Addressing the European Parliament in Brussels, von der Leyen said: "The people of Europe are still suffering."
In an implicit swipe at US President Donald Trump's approach to the pandemic, von der Leyen said Europe would lead the world in the search for a vaccine and support multilateral bodies like the World Health Organization.
"None of us will be safe until all of us are safe -– wherever we live, whatever we have," she said. "Vaccine nationalism puts lives at risk. Vaccine cooperation saves them."
She said that Brussels would urge member states to set a more ambitious goal of cutting greenhouse emissions by 55 percent by 2030, up from a target of 40 percent.
"For us, the 2030 target is ambitious, achievable, and beneficial for Europe," she added.
'Hate is hate'
The new target is backed by EU powers France and Germany, as well as big business, but faces stern resistance from eastern member states that depend on coal for their energy needs.
"We're concerned about the European Commission's proposal to increase the emission reduction target by 2030 to 'at least 55 percent' without presenting measures to implement it," the Polish climate ministry said.
Warsaw recently earmarked billions for its first nuclear power plants.
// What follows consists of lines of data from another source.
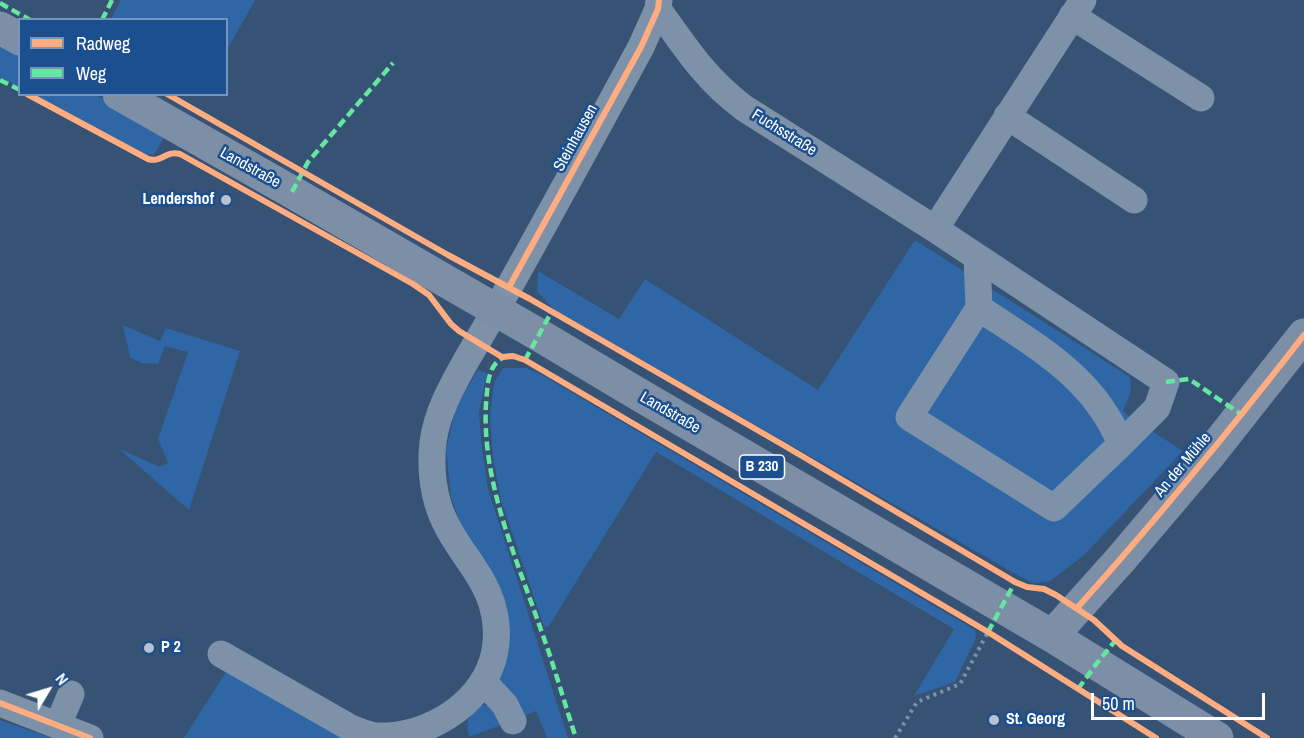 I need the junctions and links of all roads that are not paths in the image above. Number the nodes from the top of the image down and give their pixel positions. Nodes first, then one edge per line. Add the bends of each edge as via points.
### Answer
1 (659, 4) edge
2 (1078, 8) edge
3 (0, 28) edge
4 (18, 38) edge
5 (123, 96) edge
6 (1202, 98) dead end
7 (1007, 116) junction
8 (1134, 200) dead end
9 (935, 229) junction
10 (977, 258) junction
11 (979, 308) junction
12 (496, 310) junction
13 (1304, 335) edge
14 (1121, 444) junction
15 (1052, 636) junction
16 (221, 654) dead end
17 (483, 681) junction
18 (71, 694) dead end
19 (0, 703) edge
20 (513, 721) dead end
21 (58, 725) junction
22 (457, 727) edge
23 (90, 738) edge
24 (1217, 738) edge

1 - 9 street, Fuchsstraße via 696,63 728,96
1 - 12 street, Steinhausen via 641,47
2 - 6 street
2 - 7 street
3 - 4 main road
5 - 12 main road, Landstraße / B 230
7 - 8 street
7 - 9 street
9 - 10 street, Fuchsstraße
10 - 11 street
10 - 14 street, Fuchsstraße via 1166,382 1157,408
11 - 14 street via 1077,378 1100,404
11 - 14 street via 909,417 1054,508
12 - 15 main road, Landstraße / B 230
12 - 17 street, Steinhausen via 448,394 436,428 432,460 443,519 483,583 494,614 496,644
13 - 15 main road, An der Mühle via 1203,462
15 - 24 main road, Landstraße / B 230
16 - 22 street, Steinhausen via 362,733 377,736
17 - 20 street via 505,705
17 - 22 street, Steinhausen
18 - 21 street
19 - 21 street
21 - 23 street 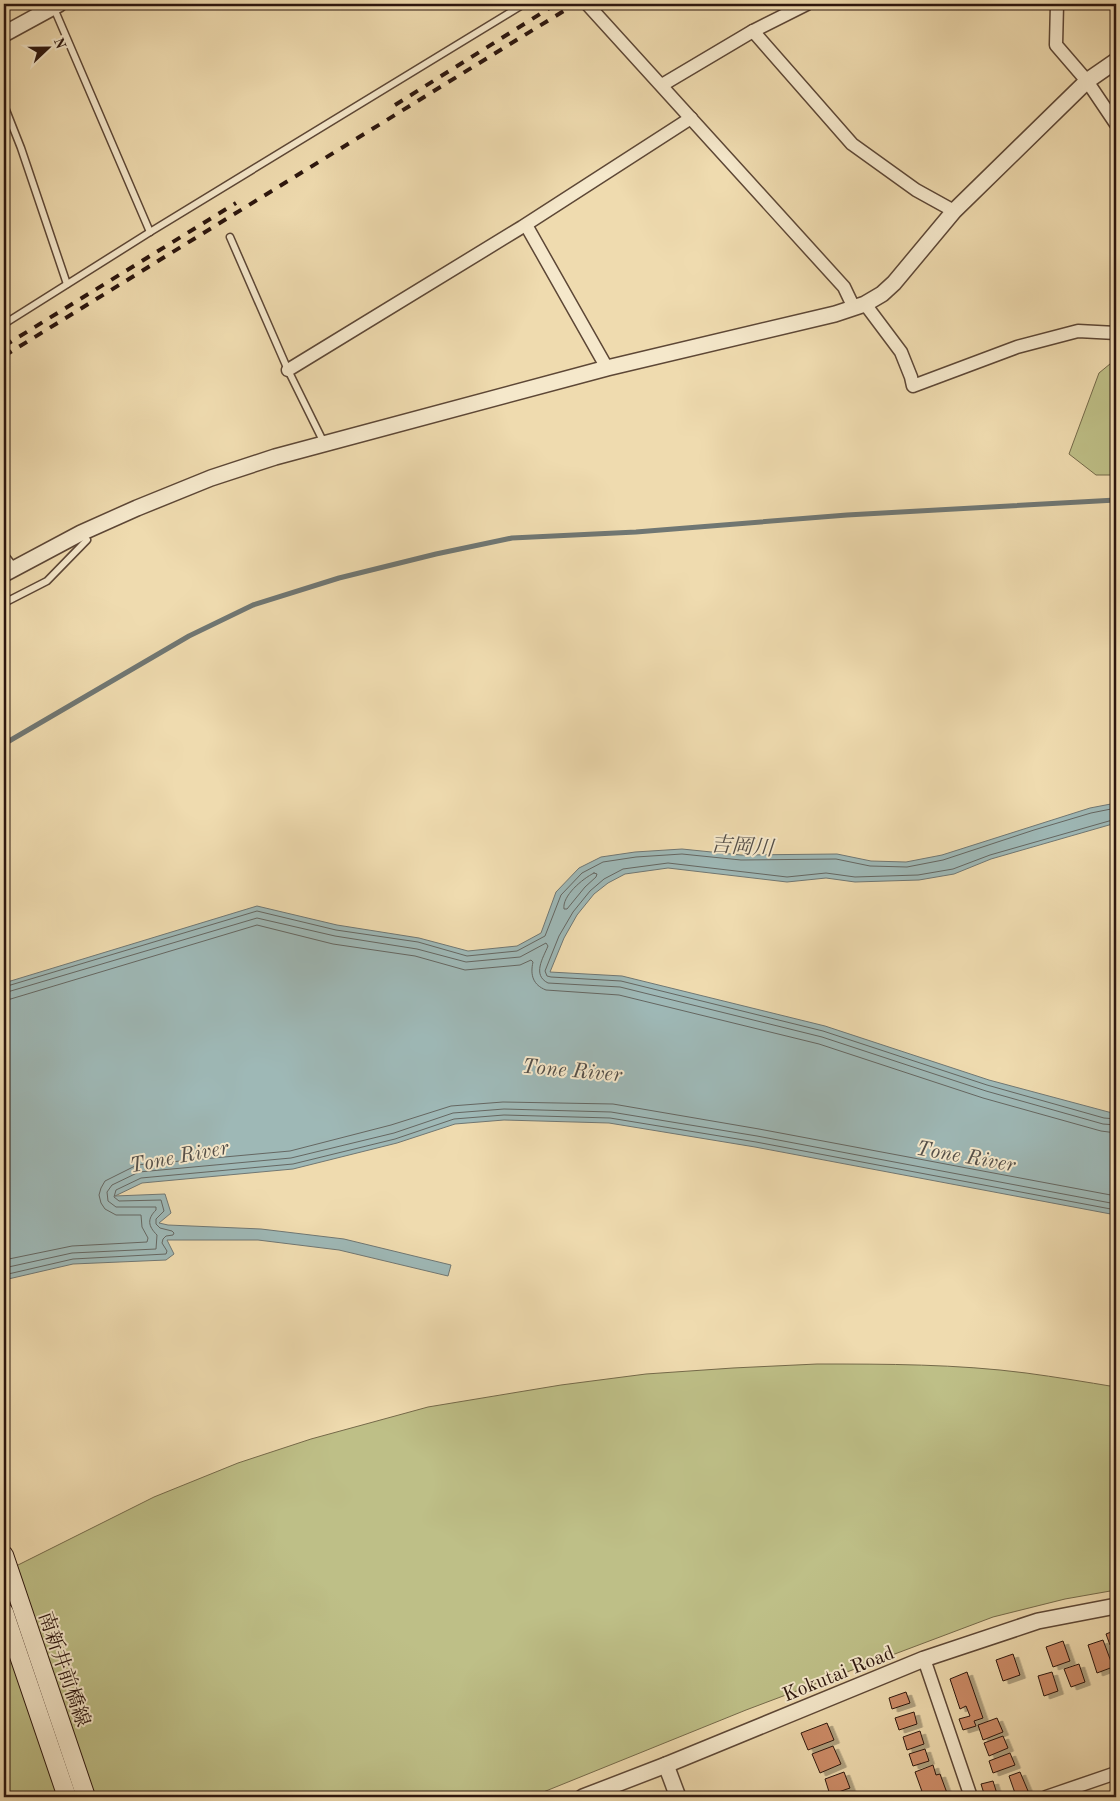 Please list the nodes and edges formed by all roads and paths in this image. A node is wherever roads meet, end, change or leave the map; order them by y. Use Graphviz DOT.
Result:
graph roads {
  1 [pos="524,4"];
  2 [pos="587,4"];
  3 [pos="807,4"];
  4 [pos="1057,4"];
  5 [pos="55,5"];
  6 [pos="754,31"];
  7 [pos="4,34"];
  8 [pos="1116,61"];
  9 [pos="1087,81"];
  10 [pos="662,85"];
  11 [pos="4,105"];
  12 [pos="691,118"];
  13 [pos="1116,124"];
  14 [pos="954,211"];
  15 [pos="526,225"];
  16 [pos="150,232"];
  17 [pos="230,237"];
  18 [pos="68,284"];
  19 [pos="859,306"];
  20 [pos="4,324"];
  21 [pos="1116,333"];
  22 [pos="607,368"];
  23 [pos="288,370"];
  24 [pos="324,445"];
  25 [pos="81,533"];
  26 [pos="4,554"];
  27 [pos="10,571"];
  28 [pos="4,603"];
  29 [pos="4,1555"];
  30 [pos="1116,1606"];
  31 [pos="4,1612"];
  32 [pos="924,1659"];
  33 [pos="666,1765"];
  34 [pos="1116,1773"];
  35 [pos="66,1797"];
  36 [pos="86,1797"];
  37 [pos="582,1797"];
  38 [pos="678,1797"];
  39 [pos="972,1797"];
  40 [pos="1046,1797"];
  1 -- 16 [label="lane"];
  2 -- 10 [label="street"];
  3 -- 6 [label="street"];
  4 -- 9 [label="street"];
  5 -- 7 [label="street"];
  5 -- 16 [label="lane"];
  6 -- 10 [label="street"];
  6 -- 14 [label="street"];
  8 -- 9 [label="street"];
  9 -- 13 [label="street"];
  9 -- 14 [label="street"];
  10 -- 12 [label="street"];
  11 -- 18 [label="lane"];
  12 -- 15 [label="street"];
  12 -- 19 [label="street"];
  14 -- 19 [label="street"];
  15 -- 22 [label="street"];
  15 -- 23 [label="street"];
  16 -- 18 [label="lane"];
  17 -- 23 [label="lane"];
  18 -- 20 [label="lane"];
  19 -- 21 [label="street"];
  19 -- 22 [label="street"];
  22 -- 24 [label="street"];
  23 -- 24 [label="lane"];
  24 -- 25 [label="street"];
  25 -- 27 [label="street"];
  25 -- 28 [label="lane"];
  26 -- 27 [label="lane"];
  29 -- 36 [label="main road, 南新井前橋線"];
  30 -- 32 [label="street, Kokutai Road"];
  31 -- 35 [label="main road, 南新井前橋線"];
  32 -- 33 [label="street, Kokutai Road"];
  32 -- 39 [label="street"];
  33 -- 37 [label="street, Kokutai Road"];
  33 -- 38 [label="street"];
  34 -- 40 [label="street"];
} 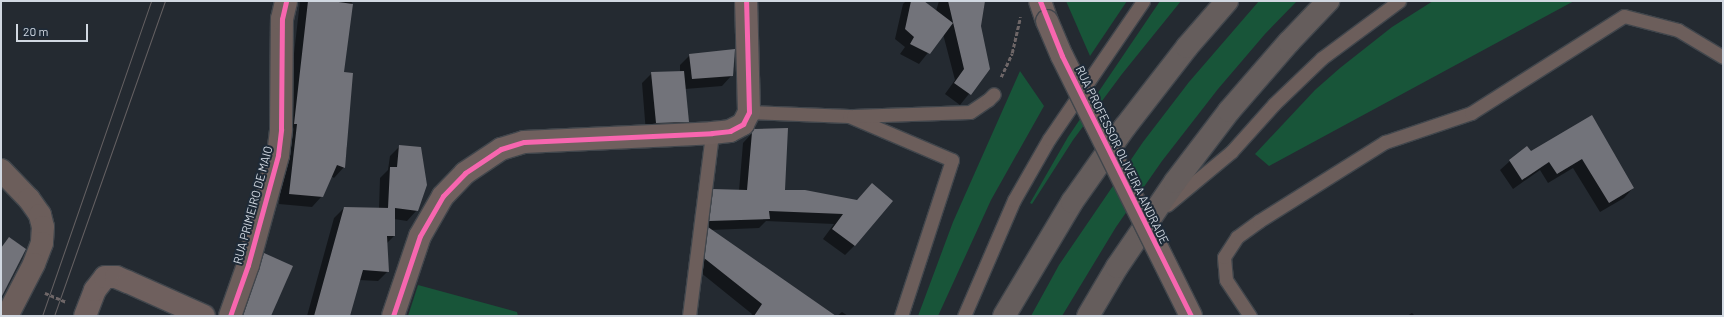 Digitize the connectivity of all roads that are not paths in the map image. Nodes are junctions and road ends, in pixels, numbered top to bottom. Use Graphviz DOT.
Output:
graph roads {
  1 [pos="286,1"];
  2 [pos="746,1"];
  3 [pos="1143,1"];
  4 [pos="1227,1"];
  5 [pos="1328,1"];
  6 [pos="1399,1"];
  7 [pos="1044,11"];
  8 [pos="1723,57"];
  9 [pos="994,94"];
  10 [pos="749,112"];
  11 [pos="849,116"];
  12 [pos="712,134"];
  13 [pos="1,170"];
  14 [pos="1146,222"];
  15 [pos="76,313"];
  16 [pos="7,316"];
  17 [pos="204,316"];
  18 [pos="230,316"];
  19 [pos="393,316"];
  20 [pos="689,316"];
  21 [pos="901,316"];
  22 [pos="964,316"];
  23 [pos="1004,316"];
  24 [pos="1088,316"];
  25 [pos="1192,316"];
  26 [pos="1250,316"];
  1 -- 18 [label="street, RUA PRIMEIRO DE MAIO"];
  2 -- 10 [label="street"];
  3 -- 22 [label="lane"];
  4 -- 23 [label="highway"];
  5 -- 14 [label="highway"];
  6 -- 14 [label="lane"];
  7 -- 25 [label="street, RUA PROFESSOR OLIVEIRA ANDRADE, bridge"];
  8 -- 26 [label="lane"];
  9 -- 11 [label="lane"];
  10 -- 11 [label="lane"];
  10 -- 12 [label="street"];
  11 -- 21 [label="lane"];
  12 -- 19 [label="street"];
  12 -- 20 [label="lane"];
  13 -- 16 [label="street"];
  14 -- 24 [label="highway"];
  15 -- 17 [label="street"];
}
Slated to go online by 2033, they are meant to ease the transition away from coal, but Poland is keen to secure transition funding from Brussels.
EU leaders will attempt to agree on the target at a summit in October, which would then need the approval of European Parliament, where a majority of MEPs want a still more ambitious target.
Von der Leyen said that 30 percent of spending from the 750-billion-euro ($890-billion) plan would be devoted to climate-friendly projects and financed through so-called green bonds.
In a broadside aimed at Poland's populist government, von der Leyen also declared that so-called LGBT-free zones have "no place in our union."
"I will not rest when it comes to building a union of equality... a union where you can be who you are and love who you want -- without fear of recrimination or discrimination," she said.
A number of Polish towns have declared themselves "LGBT ideology free zones", and President Andrzej Duda has compared the struggle for equality to communism in terms of the alleged threat it poses to national values.
Brussels has denounced this stance before, but von der Leyen's speech went further as she vowed to push EU member states to recognise adoptions by same-sex couples across the bloc.
To applause, von der Leyen also re-committed her European Commission to the fight against racism.
"Hate is hate -- and no one should have to put up with it," she said, vowing to use the EU budget to address discrimination in employment, housing and health care and to appoint an anti-racism coordinator.
The 61-year-old former German defence minister also warned Turkey against trying to bully Greece and Cyprus, as tensions grow over energy reserves in the eastern Mediterranean.
And she had a stark warning for another troublesome neighbour, Britain, which she warned was threatening the peace in Northern Ireland by trying to override its Brexit withdrawal agreement.
The row over Prime Minister Boris Johnson's attempt to pass a law to override the divorce pact has also overshadowed talks to reach a trade deal before the end of the year, when it leaves the EU single market.
"With every day that passes, chances for a timely agreement do start to fade," she said.
The withdrawal agreement "guarantees our citizens rights, financial interests, the integrity of the single market and crucially, the Good Friday Agreement," she said.
The European Union and Britain "jointly agreed it was the best and only way to ensure peace on the island of Ireland. And we will never backtrack on that," von der Leyen said.